A Portrait of the Artist in Isolation
From SRQ Magazine, May 1, 2020
The artist works alone. The artist may on occasion observe their solitude, but they do not wander into the despairing perception of loneliness. Alone by choice, the artist probes the creative ether that resides somewhere between the mind’s eye, the body’s state of tension and the hand’s contact with a canvas. Within this ether dwells the portrait of the artist, their tastes and predispositions, their desires and anxieties, surfacing from time to time like quantum particles to present ideas in varying stages of completion—a color palette, a mood, perhaps even flashes of a work in its entirety. For two New College art seniors putting the final touches on their senior theses, the isolation induced by COVID-19 has affirmed rather than hindered their journeys-in-progress, as each seeks to extract their own commentary on mental health issues enflamed by the pandemic.
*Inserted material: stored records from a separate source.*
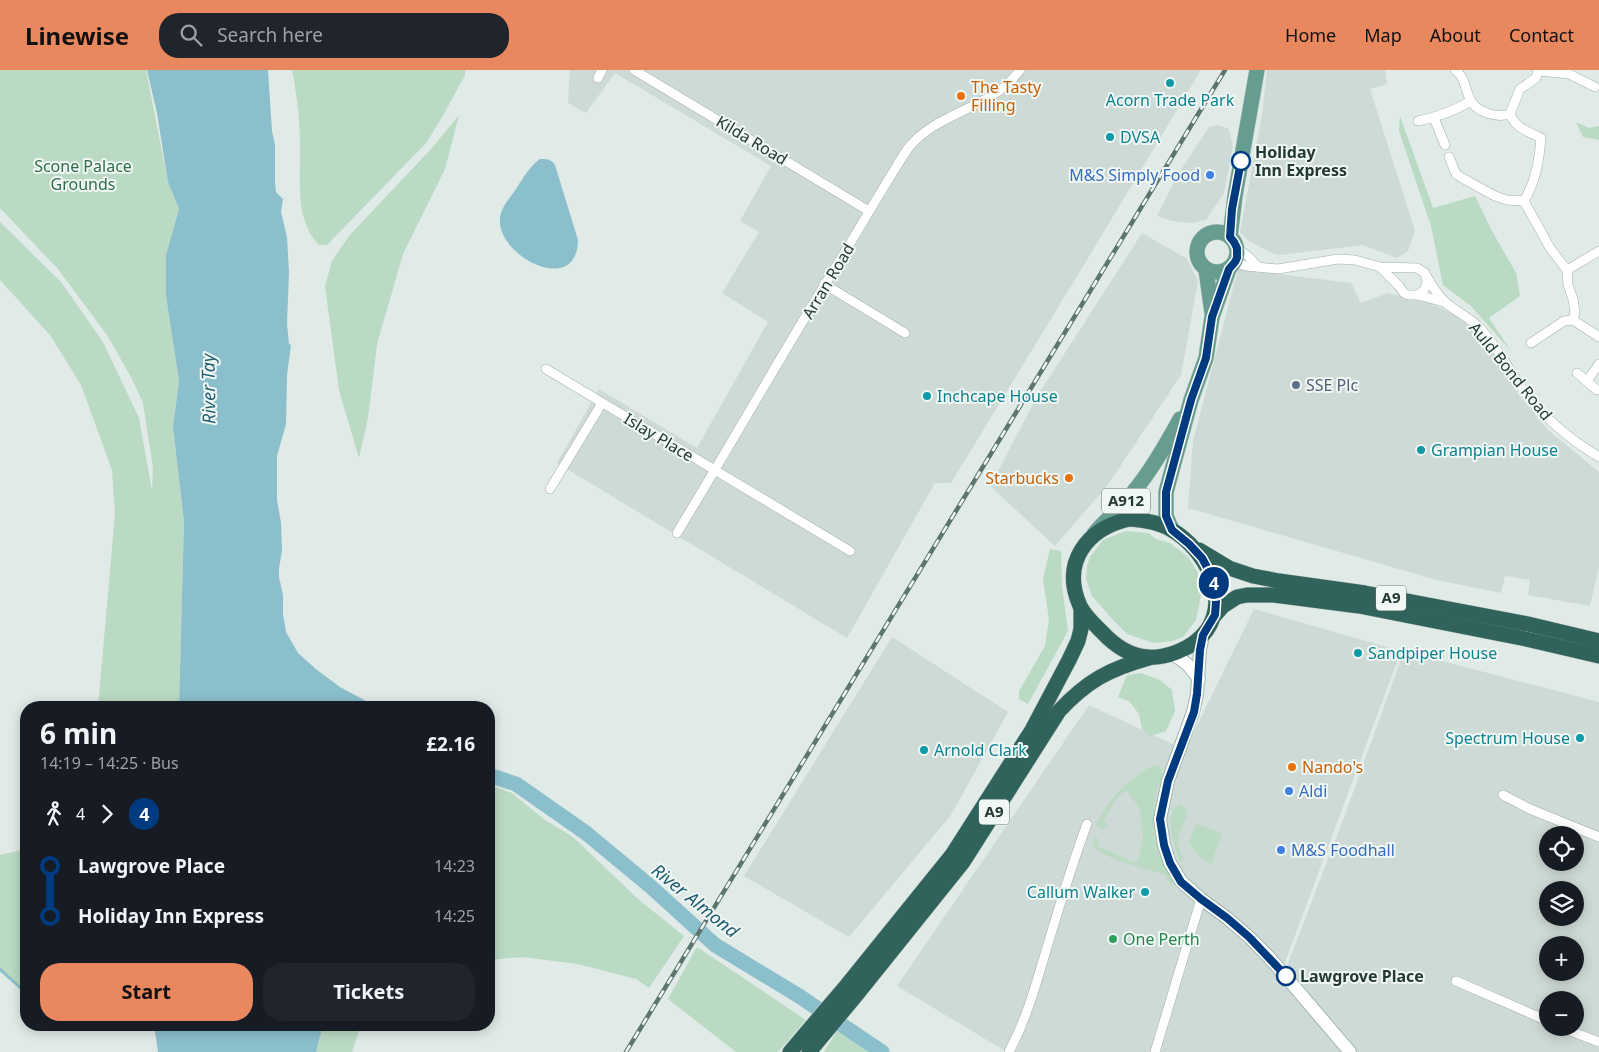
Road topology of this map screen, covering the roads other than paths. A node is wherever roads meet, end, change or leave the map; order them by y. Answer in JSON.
{"nodes":[{"id":1,"x":634,"y":70,"type":"edge"},
{"id":2,"x":1020,"y":70,"type":"edge"},
{"id":3,"x":1258,"y":70,"type":"edge"},
{"id":4,"x":1455,"y":70,"type":"edge"},
{"id":5,"x":1539,"y":70,"type":"edge"},
{"id":6,"x":1595,"y":87,"type":"dead end"},
{"id":7,"x":1471,"y":101,"type":"junction"},
{"id":8,"x":1510,"y":114,"type":"junction"},
{"id":9,"x":1434,"y":118,"type":"junction"},
{"id":10,"x":1418,"y":121,"type":"dead end"},
{"id":11,"x":1445,"y":145,"type":"dead end"},
{"id":12,"x":1449,"y":157,"type":"dead end"},
{"id":13,"x":1234,"y":196,"type":"junction"},
{"id":14,"x":1524,"y":201,"type":"junction"},
{"id":15,"x":869,"y":211,"type":"junction"},
{"id":16,"x":1210,"y":233,"type":"junction"},
{"id":17,"x":1599,"y":251,"type":"edge"},
{"id":18,"x":1233,"y":254,"type":"junction"},
{"id":19,"x":1258,"y":267,"type":"junction"},
{"id":20,"x":1380,"y":267,"type":"junction"},
{"id":21,"x":1407,"y":268,"type":"junction"},
{"id":22,"x":1206,"y":270,"type":"junction"},
{"id":23,"x":1567,"y":270,"type":"junction"},
{"id":24,"x":1427,"y":277,"type":"junction"},
{"id":25,"x":824,"y":284,"type":"junction"},
{"id":26,"x":1399,"y":286,"type":"junction"},
{"id":27,"x":1418,"y":295,"type":"junction"},
{"id":28,"x":1446,"y":303,"type":"junction"},
{"id":29,"x":1212,"y":317,"type":"junction"},
{"id":30,"x":1573,"y":320,"type":"junction"},
{"id":31,"x":905,"y":333,"type":"dead end"},
{"id":32,"x":1599,"y":337,"type":"edge"},
{"id":33,"x":1531,"y":343,"type":"dead end"},
{"id":34,"x":1599,"y":364,"type":"edge"},
{"id":35,"x":546,"y":369,"type":"dead end"},
{"id":36,"x":1577,"y":373,"type":"dead end"},
{"id":37,"x":1587,"y":381,"type":"junction"},
{"id":38,"x":1597,"y":390,"type":"dead end"},
{"id":39,"x":1191,"y":400,"type":"junction"},
{"id":40,"x":602,"y":403,"type":"junction"},
{"id":41,"x":1599,"y":457,"type":"edge"},
{"id":42,"x":715,"y":471,"type":"junction"},
{"id":43,"x":550,"y":489,"type":"dead end"},
{"id":44,"x":1172,"y":530,"type":"junction"},
{"id":45,"x":677,"y":533,"type":"dead end"},
{"id":46,"x":1093,"y":535,"type":"junction"},
{"id":47,"x":1189,"y":544,"type":"junction"},
{"id":48,"x":850,"y":551,"type":"dead end"},
{"id":49,"x":1081,"y":608,"type":"junction"},
{"id":50,"x":1215,"y":615,"type":"junction"},
{"id":51,"x":1203,"y":635,"type":"junction"},
{"id":52,"x":1599,"y":641,"type":"edge"},
{"id":53,"x":1172,"y":654,"type":"junction"},
{"id":54,"x":1599,"y":656,"type":"edge"},
{"id":55,"x":1148,"y":658,"type":"junction"},
{"id":56,"x":1199,"y":679,"type":"junction"},
{"id":57,"x":1503,"y":794,"type":"dead end"},
{"id":58,"x":1087,"y":824,"type":"dead end"},
{"id":59,"x":1599,"y":837,"type":"edge"},
{"id":60,"x":1201,"y":899,"type":"junction"},
{"id":61,"x":1456,"y":981,"type":"dead end"},
{"id":62,"x":852,"y":989,"type":"junction"},
{"id":63,"x":1539,"y":1017,"type":"edge"},
{"id":64,"x":1584,"y":1036,"type":"edge"},
{"id":65,"x":1599,"y":1042,"type":"edge"},
{"id":66,"x":802,"y":1049,"type":"edge"},
{"id":67,"x":1009,"y":1052,"type":"edge"},
{"id":68,"x":1155,"y":1052,"type":"edge"},
{"id":69,"x":1350,"y":1052,"type":"edge"}],
"edges":[{"from":1,"to":15,"type":"street","name":"Kilda Road"},
{"from":2,"to":15,"type":"street","name":"Arran Road"},
{"from":3,"to":13,"type":"main road","number":"A912"},
{"from":4,"to":7,"type":"street"},
{"from":5,"to":6,"type":"street"},
{"from":5,"to":8,"type":"street"},
{"from":7,"to":8,"type":"street"},
{"from":7,"to":9,"type":"street"},
{"from":8,"to":14,"type":"street"},
{"from":9,"to":10,"type":"street"},
{"from":9,"to":11,"type":"street"},
{"from":12,"to":14,"type":"street"},
{"from":13,"to":16,"type":"main road","number":"A912"},
{"from":13,"to":18,"type":"main road","number":"A912"},
{"from":14,"to":23,"type":"street"},
{"from":15,"to":25,"type":"street","name":"Arran Road"},
{"from":16,"to":18,"type":"main road"},
{"from":16,"to":22,"type":"main road","number":"A912"},
{"from":17,"to":23,"type":"street"},
{"from":18,"to":19,"type":"street"},
{"from":18,"to":19,"type":"street","name":"Auld Bond Road"},
{"from":18,"to":22,"type":"main road"},
{"from":18,"to":29,"type":"main road","number":"A912"},
{"from":19,"to":20,"type":"street","name":"Auld Bond Road"},
{"from":20,"to":21,"type":"street","name":"Auld Bond Road"},
{"from":20,"to":26,"type":"street","name":"Auld Bond Road"},
{"from":21,"to":24,"type":"street","name":"Auld Bond Road"},
{"from":21,"to":26,"type":"street"},
{"from":22,"to":29,"type":"main road","number":"A912"},
{"from":23,"to":30,"type":"street"},
{"from":24,"to":27,"type":"street"},
{"from":24,"to":28,"type":"street","name":"Auld Bond Road"},
{"from":25,"to":31,"type":"street"},
{"from":25,"to":42,"type":"street","name":"Arran Road"},
{"from":26,"to":27,"type":"street","name":"Auld Bond Road"},
{"from":27,"to":28,"type":"street","name":"Auld Bond Road"},
{"from":28,"to":41,"type":"street","name":"Auld Bond Road"},
{"from":29,"to":39,"type":"main road","number":"A912"},
{"from":30,"to":32,"type":"street"},
{"from":30,"to":33,"type":"street"},
{"from":34,"to":37,"type":"street"},
{"from":35,"to":40,"type":"street","name":"Islay Place"},
{"from":36,"to":37,"type":"street"},
{"from":37,"to":38,"type":"street"},
{"from":39,"to":44,"type":"main road","number":"A912"},
{"from":39,"to":46,"type":"main road","number":"A912"},
{"from":40,"to":42,"type":"street","name":"Islay Place"},
{"from":40,"to":43,"type":"street"},
{"from":42,"to":45,"type":"street","name":"Arran Road"},
{"from":42,"to":48,"type":"street","name":"Islay Place"},
{"from":44,"to":46,"type":"highway"},
{"from":44,"to":47,"type":"highway"},
{"from":46,"to":49,"type":"highway"},
{"from":47,"to":50,"type":"highway"},
{"from":47,"to":52,"type":"highway","number":"A9"},
{"from":49,"to":55,"type":"highway"},
{"from":49,"to":62,"type":"highway","number":"A9"},
{"from":50,"to":51,"type":"highway"},
{"from":50,"to":54,"type":"highway","number":"A9"},
{"from":51,"to":53,"type":"highway"},
{"from":51,"to":56,"type":"street"},
{"from":53,"to":55,"type":"highway"},
{"from":53,"to":56,"type":"street"},
{"from":55,"to":62,"type":"highway","number":"A9"},
{"from":56,"to":60,"type":"street"},
{"from":57,"to":59,"type":"street"},
{"from":58,"to":67,"type":"street"},
{"from":60,"to":68,"type":"street"},
{"from":60,"to":69,"type":"street"},
{"from":61,"to":63,"type":"street"},
{"from":62,"to":66,"type":"highway","number":"A9"},
{"from":64,"to":65,"type":"street"}]}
For Samantha Zellner, the whole argument for her thesis crystallized around the same time that restaurants and schools shut down. “I knew I wanted to combat the stigmas surrounding mental illness,” she says, “but soon realized those are very broad topics.” With the pinch of approaching deadlines, she finally narrowed her topic to a reexamination of society’s “quick fix” approaches to mental illness. Zellner chose to challenge the “pick yourself up by your bootstraps” narrative often depicted in stereotypical motivational posters. The titles for her pieces all fit the codified format of said posters—a constructive character trait followed by a truism about that trait. “The quotes can present a helpful mantra,” she says, “or could invalidate the individual with mental illness.” She attacks this narrative particularly effectively with her painting, Character: When You Have Depth of Character, You Will Never be Afraid to Take the Plunge into the Unknown. The sharp protrusions in the foreground seem to offer a thorny passage through to an altered state, suggesting that perhaps overcoming an emotional hurdle is not as simple as a short maxim.